▶ Material for this task:

━━━

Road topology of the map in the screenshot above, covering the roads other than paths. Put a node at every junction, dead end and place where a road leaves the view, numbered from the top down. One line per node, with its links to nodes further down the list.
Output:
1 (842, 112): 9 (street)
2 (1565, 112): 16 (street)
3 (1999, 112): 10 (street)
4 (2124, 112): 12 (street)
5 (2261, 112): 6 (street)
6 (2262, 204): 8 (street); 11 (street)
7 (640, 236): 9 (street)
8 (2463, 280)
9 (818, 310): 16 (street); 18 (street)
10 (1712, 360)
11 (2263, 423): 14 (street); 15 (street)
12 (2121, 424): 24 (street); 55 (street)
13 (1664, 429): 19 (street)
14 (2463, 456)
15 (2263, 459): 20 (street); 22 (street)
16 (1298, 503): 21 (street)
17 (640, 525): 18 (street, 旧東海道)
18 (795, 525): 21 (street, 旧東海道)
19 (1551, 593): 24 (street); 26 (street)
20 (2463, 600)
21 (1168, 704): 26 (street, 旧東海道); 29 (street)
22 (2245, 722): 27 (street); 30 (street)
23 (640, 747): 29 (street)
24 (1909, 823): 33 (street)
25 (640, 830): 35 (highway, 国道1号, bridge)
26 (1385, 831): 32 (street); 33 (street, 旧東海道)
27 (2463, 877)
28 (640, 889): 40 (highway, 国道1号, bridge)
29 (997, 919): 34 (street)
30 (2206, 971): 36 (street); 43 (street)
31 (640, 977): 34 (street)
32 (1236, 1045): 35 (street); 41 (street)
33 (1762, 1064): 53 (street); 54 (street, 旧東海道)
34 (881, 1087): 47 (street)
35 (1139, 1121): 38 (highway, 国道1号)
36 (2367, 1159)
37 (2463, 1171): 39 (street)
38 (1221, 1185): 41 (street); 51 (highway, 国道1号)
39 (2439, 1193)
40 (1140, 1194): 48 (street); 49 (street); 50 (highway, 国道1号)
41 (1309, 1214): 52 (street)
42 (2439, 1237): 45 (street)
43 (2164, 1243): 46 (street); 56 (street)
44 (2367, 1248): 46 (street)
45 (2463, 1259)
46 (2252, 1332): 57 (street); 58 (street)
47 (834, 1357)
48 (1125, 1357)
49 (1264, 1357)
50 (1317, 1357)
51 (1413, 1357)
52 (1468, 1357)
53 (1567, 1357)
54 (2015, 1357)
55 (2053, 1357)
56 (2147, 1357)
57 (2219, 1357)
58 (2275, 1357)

━━━

▶ About this exercise: Output the records in full, exactly.

▶ Answer area:
Road topology of the map in the screenshot above, covering the roads other than paths. Put a node at every junction, dead end and place where a road leaves the view, numbered from the top down. One line per node, with its links to nodes further down the list.
Output:
1 (842, 112): 9 (street)
2 (1565, 112): 16 (street)
3 (1999, 112): 10 (street)
4 (2124, 112): 12 (street)
5 (2261, 112): 6 (street)
6 (2262, 204): 8 (street); 11 (street)
7 (640, 236): 9 (street)
8 (2463, 280)
9 (818, 310): 16 (street); 18 (street)
10 (1712, 360)
11 (2263, 423): 14 (street); 15 (street)
12 (2121, 424): 24 (street); 55 (street)
13 (1664, 429): 19 (street)
14 (2463, 456)
15 (2263, 459): 20 (street); 22 (street)
16 (1298, 503): 21 (street)
17 (640, 525): 18 (street, 旧東海道)
18 (795, 525): 21 (street, 旧東海道)
19 (1551, 593): 24 (street); 26 (street)
20 (2463, 600)
21 (1168, 704): 26 (street, 旧東海道); 29 (street)
22 (2245, 722): 27 (street); 30 (street)
23 (640, 747): 29 (street)
24 (1909, 823): 33 (street)
25 (640, 830): 35 (highway, 国道1号, bridge)
26 (1385, 831): 32 (street); 33 (street, 旧東海道)
27 (2463, 877)
28 (640, 889): 40 (highway, 国道1号, bridge)
29 (997, 919): 34 (street)
30 (2206, 971): 36 (street); 43 (street)
31 (640, 977): 34 (street)
32 (1236, 1045): 35 (street); 41 (street)
33 (1762, 1064): 53 (street); 54 (street, 旧東海道)
34 (881, 1087): 47 (street)
35 (1139, 1121): 38 (highway, 国道1号)
36 (2367, 1159)
37 (2463, 1171): 39 (street)
38 (1221, 1185): 41 (street); 51 (highway, 国道1号)
39 (2439, 1193)
40 (1140, 1194): 48 (street); 49 (street); 50 (highway, 国道1号)
41 (1309, 1214): 52 (street)
42 (2439, 1237): 45 (street)
43 (2164, 1243): 46 (street); 56 (street)
44 (2367, 1248): 46 (street)
45 (2463, 1259)
46 (2252, 1332): 57 (street); 58 (street)
47 (834, 1357)
48 (1125, 1357)
49 (1264, 1357)
50 (1317, 1357)
51 (1413, 1357)
52 (1468, 1357)
53 (1567, 1357)
54 (2015, 1357)
55 (2053, 1357)
56 (2147, 1357)
57 (2219, 1357)
58 (2275, 1357)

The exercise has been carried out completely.